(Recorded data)
--*--

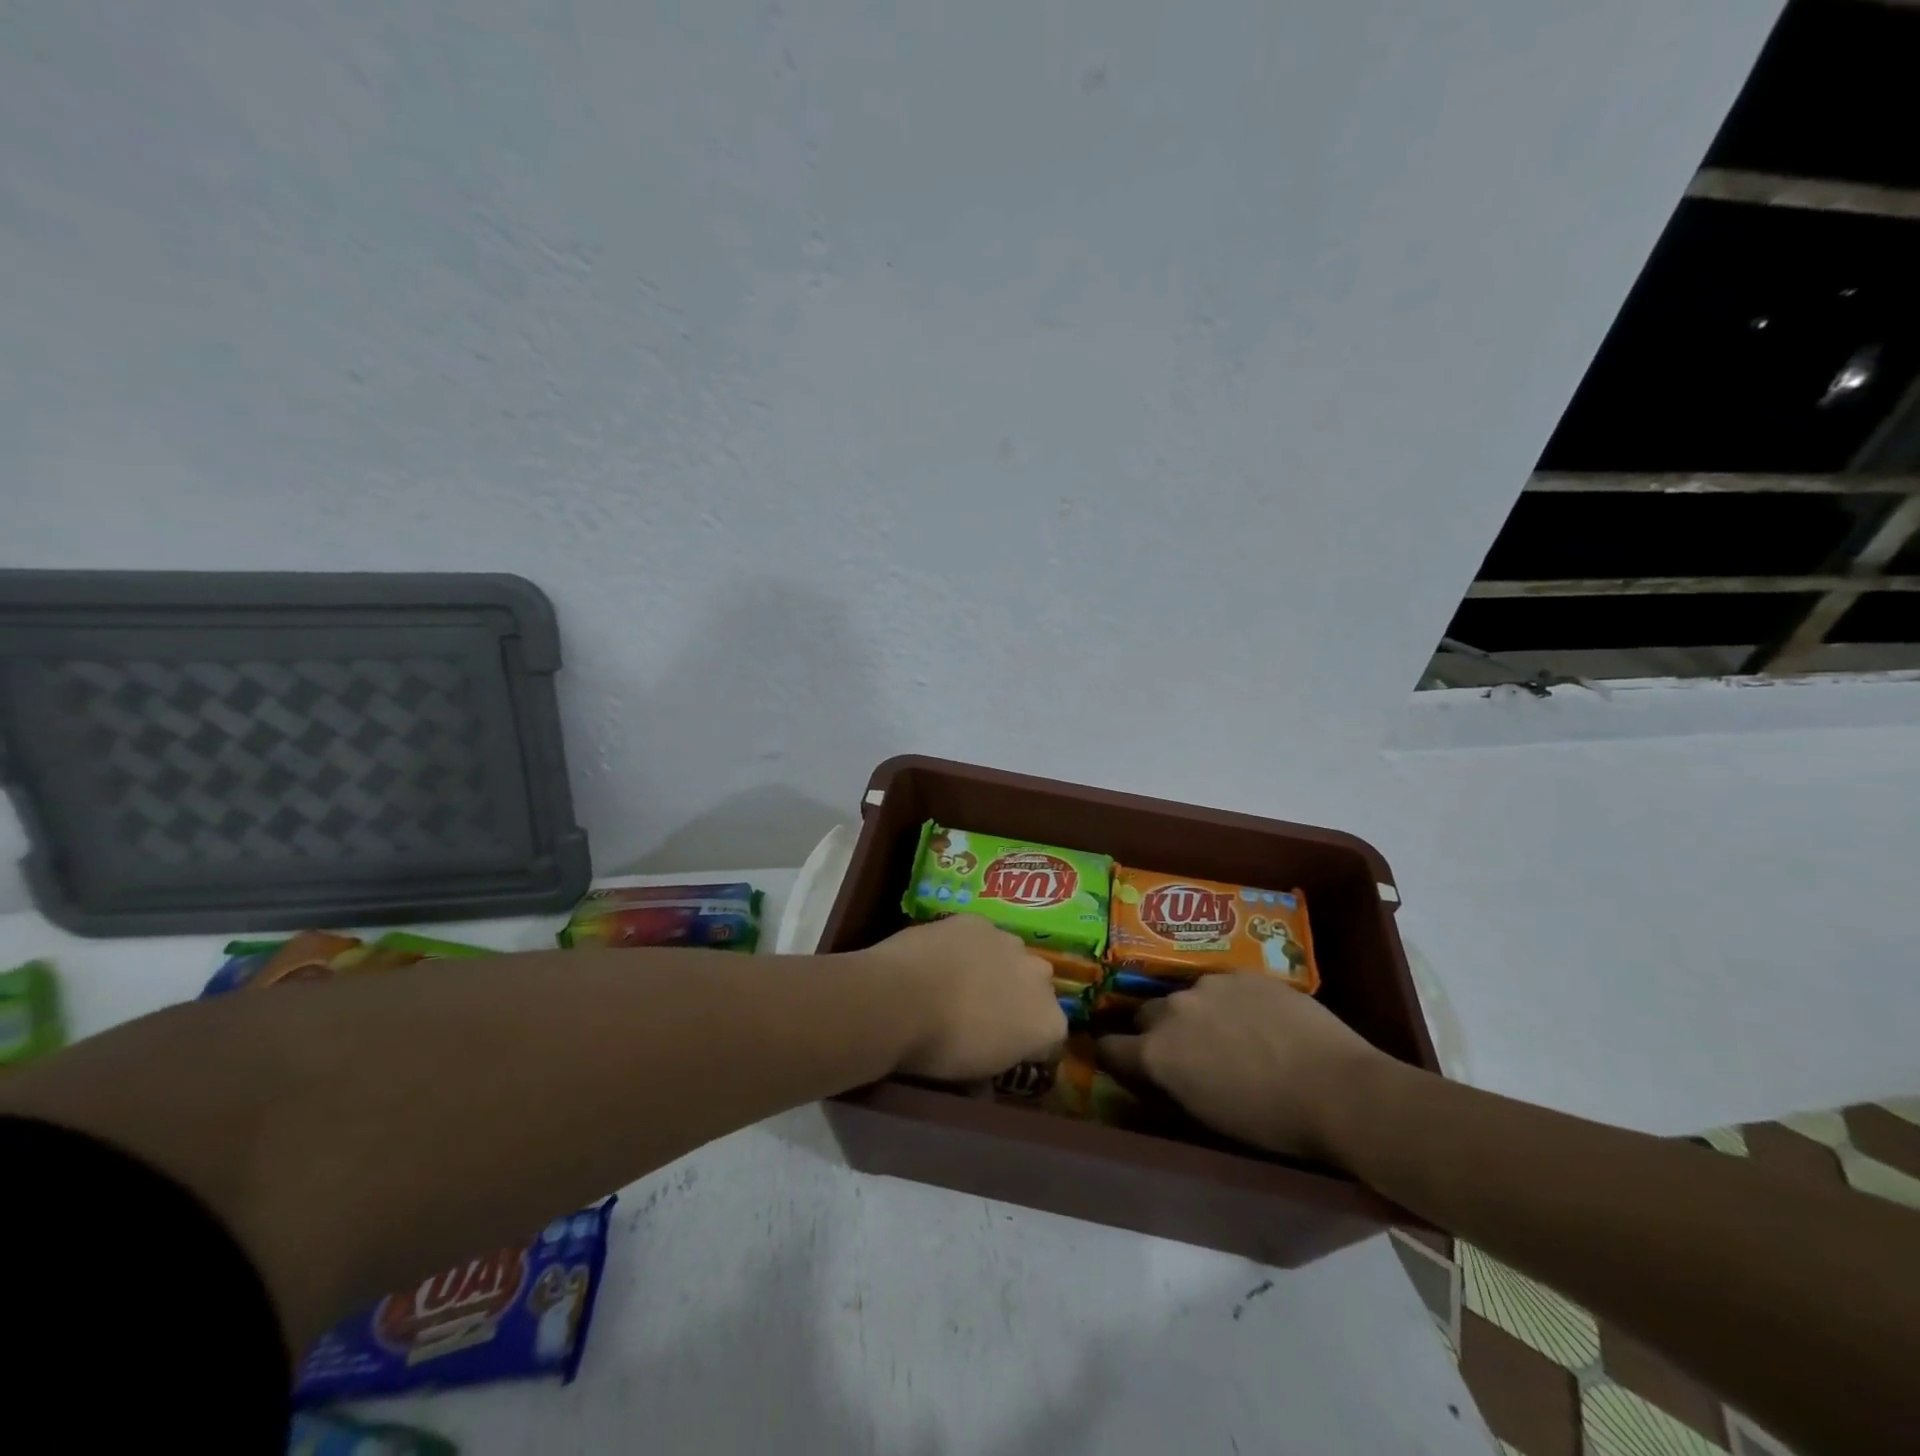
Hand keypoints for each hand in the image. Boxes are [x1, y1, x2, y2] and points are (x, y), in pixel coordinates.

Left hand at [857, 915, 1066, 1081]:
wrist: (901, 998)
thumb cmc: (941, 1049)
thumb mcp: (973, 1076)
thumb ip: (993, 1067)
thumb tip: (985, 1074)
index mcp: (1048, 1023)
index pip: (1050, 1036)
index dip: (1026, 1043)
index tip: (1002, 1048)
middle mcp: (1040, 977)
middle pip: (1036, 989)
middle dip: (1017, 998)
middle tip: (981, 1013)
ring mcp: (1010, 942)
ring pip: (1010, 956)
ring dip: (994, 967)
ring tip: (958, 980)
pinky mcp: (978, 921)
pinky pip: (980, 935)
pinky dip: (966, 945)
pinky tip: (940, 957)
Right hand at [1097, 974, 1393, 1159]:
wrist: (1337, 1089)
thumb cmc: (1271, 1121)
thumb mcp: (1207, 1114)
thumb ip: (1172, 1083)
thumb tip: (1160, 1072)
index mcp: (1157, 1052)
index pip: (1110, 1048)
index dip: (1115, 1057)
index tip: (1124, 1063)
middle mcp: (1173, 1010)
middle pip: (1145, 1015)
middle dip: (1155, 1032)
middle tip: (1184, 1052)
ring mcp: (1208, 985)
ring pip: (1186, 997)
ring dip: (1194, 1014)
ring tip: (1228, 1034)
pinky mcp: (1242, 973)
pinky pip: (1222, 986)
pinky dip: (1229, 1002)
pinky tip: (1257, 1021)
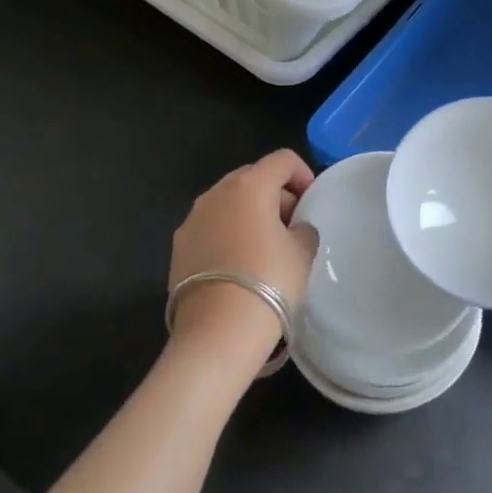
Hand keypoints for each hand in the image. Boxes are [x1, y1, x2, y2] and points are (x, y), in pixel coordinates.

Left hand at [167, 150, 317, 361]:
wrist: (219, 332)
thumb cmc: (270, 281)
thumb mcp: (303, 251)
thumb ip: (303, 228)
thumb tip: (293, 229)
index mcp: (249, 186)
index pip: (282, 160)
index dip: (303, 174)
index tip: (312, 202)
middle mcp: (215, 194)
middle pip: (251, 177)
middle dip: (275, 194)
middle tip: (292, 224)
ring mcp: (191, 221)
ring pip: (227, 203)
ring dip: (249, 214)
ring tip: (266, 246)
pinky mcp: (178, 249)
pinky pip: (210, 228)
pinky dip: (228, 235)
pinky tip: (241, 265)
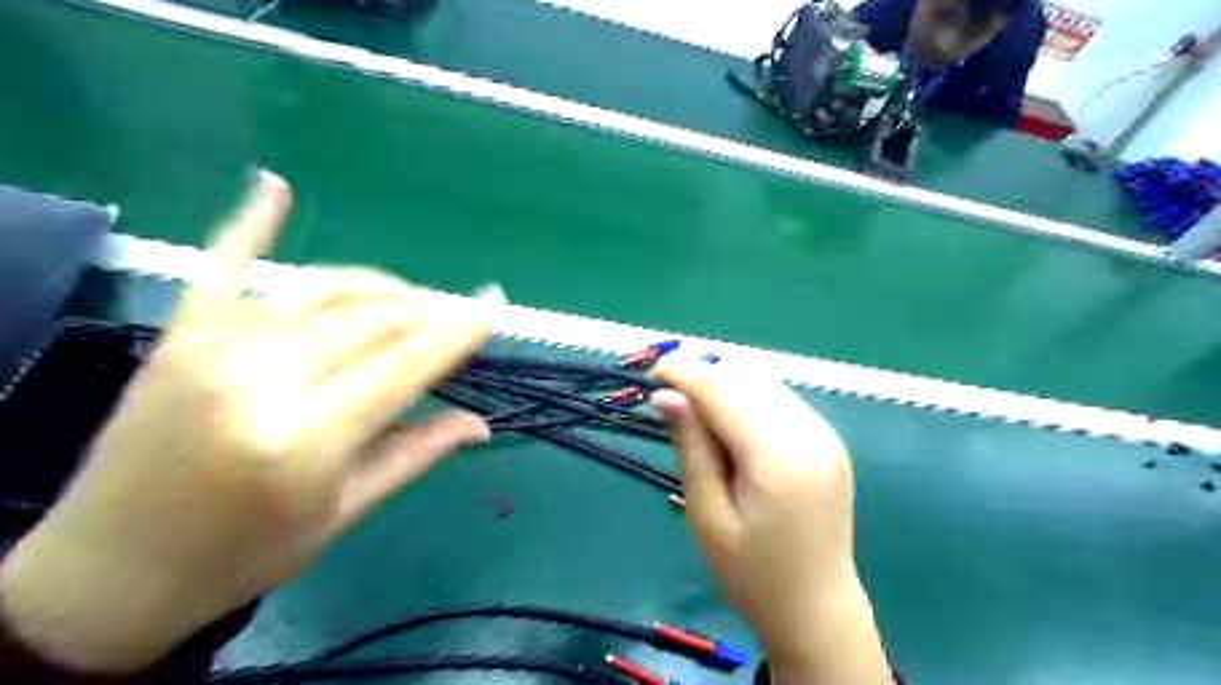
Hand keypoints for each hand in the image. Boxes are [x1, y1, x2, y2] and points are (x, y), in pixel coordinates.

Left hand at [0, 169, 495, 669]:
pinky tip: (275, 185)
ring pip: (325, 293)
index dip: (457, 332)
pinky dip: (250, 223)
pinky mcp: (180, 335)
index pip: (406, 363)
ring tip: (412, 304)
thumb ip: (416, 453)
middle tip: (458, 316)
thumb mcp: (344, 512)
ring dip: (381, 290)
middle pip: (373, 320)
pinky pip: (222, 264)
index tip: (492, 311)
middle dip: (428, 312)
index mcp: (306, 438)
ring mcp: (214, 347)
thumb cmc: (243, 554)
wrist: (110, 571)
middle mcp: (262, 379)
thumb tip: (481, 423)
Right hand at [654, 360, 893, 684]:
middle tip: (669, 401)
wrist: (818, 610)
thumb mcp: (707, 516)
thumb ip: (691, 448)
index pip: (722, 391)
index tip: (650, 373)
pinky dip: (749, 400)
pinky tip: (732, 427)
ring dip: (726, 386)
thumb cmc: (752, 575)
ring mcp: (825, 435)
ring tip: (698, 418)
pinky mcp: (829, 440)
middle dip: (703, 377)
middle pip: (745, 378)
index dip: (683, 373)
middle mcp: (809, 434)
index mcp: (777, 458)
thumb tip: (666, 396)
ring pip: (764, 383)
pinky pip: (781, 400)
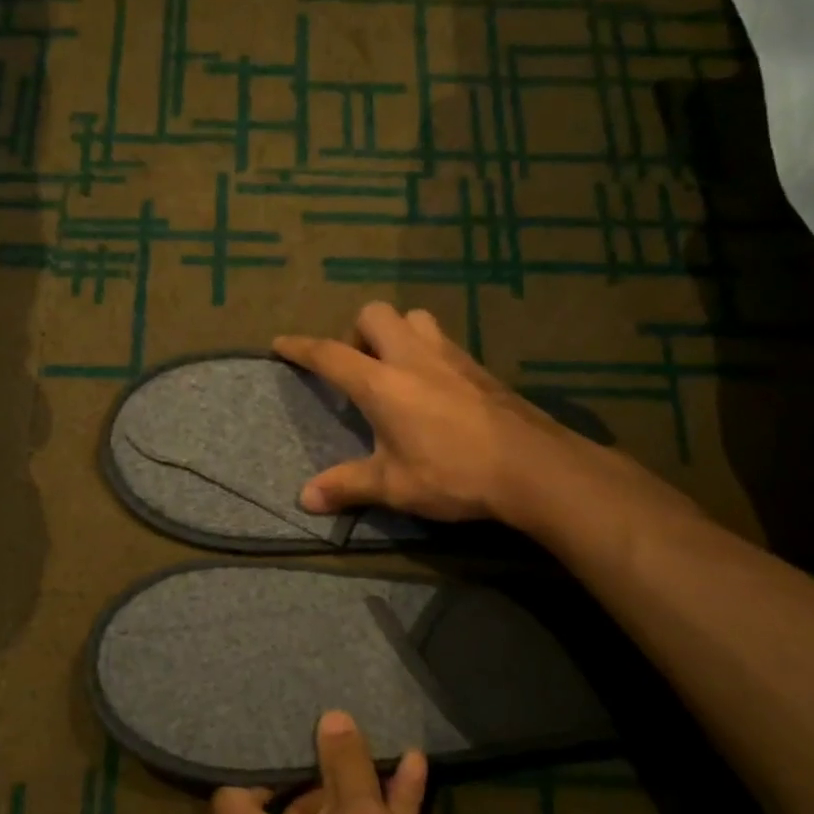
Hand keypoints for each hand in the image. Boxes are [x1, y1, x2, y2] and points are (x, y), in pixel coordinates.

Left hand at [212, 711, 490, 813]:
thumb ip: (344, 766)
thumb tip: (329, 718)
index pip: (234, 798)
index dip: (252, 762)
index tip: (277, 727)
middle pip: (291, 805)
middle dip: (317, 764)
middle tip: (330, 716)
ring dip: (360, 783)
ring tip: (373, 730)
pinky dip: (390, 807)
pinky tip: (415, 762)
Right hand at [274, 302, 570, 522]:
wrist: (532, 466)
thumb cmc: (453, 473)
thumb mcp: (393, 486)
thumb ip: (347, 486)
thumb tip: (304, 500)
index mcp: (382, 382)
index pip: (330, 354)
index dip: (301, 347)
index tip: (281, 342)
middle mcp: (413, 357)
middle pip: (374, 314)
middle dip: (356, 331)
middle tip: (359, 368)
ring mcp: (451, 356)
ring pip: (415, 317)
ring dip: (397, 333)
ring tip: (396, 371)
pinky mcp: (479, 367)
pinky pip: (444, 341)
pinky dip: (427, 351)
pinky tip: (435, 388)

--*--

■ TASK INSTRUCTIONS ■
Your answer should consist of the lines above between those holding "ring dip: (249, 214)" and "ring tip: (373, 730)", inclusive, reproduced word for word and without pictures.

■ EXERCISE SOLUTION ■
ring dip: (249, 214)
ring tip: (266, 246)
pinky mcp: (178, 249)
pinky pip: (210, 228)
pinky dip: (228, 235)
pinky tip: (241, 265)
Hand keypoints for each hand in the image. Boxes are [x1, y1, x2, y2] and points are (x, y), in pixel coordinates.

Left hand at [0, 169, 495, 669]:
pinky tip: (275, 185)
ring pip: (325, 293)
index dip: (457, 332)
pinky dip: (250, 223)
pinky mcp: (180, 335)
index pip: (406, 363)
ring tip: (412, 304)
thumb ip: (416, 453)
middle tip: (458, 316)
thumb mcp: (344, 512)
ring dip: (381, 290)
middle pip: (373, 320)
pinky pip: (222, 264)
index tip: (492, 311)
middle dip: (428, 312)
index mcp: (306, 438)
ring mcp: (214, 347)
thumb cmc: (243, 554)
wrist: (110, 571)
middle mcp: (262, 379)
thumb tip: (481, 423)
Right hand at [654, 360, 893, 684]:
middle tip: (669, 401)
wrist: (818, 610)
thumb mcp: (707, 516)
thumb ip: (691, 448)
index pip: (722, 391)
index tip: (650, 373)
pinky dip: (749, 400)
pinky tip: (732, 427)
ring dip: (726, 386)
thumb cmc: (752, 575)
ring mcp: (825, 435)
ring tip: (698, 418)
pinky mcp: (829, 440)
middle dip: (703, 377)
middle pip: (745, 378)
index dip: (683, 373)
middle mcp: (809, 434)
index mcp: (777, 458)
thumb tip: (666, 396)
ring pip: (764, 383)
pinky pip: (781, 400)
Hand keypoints for each hand in the image. Boxes are [x1, y1, x2, y2] and points are (x, y), in pixel coordinates.

Left hand at [212, 711, 490, 813]:
thumb ip: (344, 766)
thumb tip: (329, 718)
index pip: (234, 798)
index dip: (252, 762)
index tip: (277, 727)
middle pip: (291, 805)
middle dip: (317, 764)
middle tip: (330, 716)
ring dip: (360, 783)
ring tip: (373, 730)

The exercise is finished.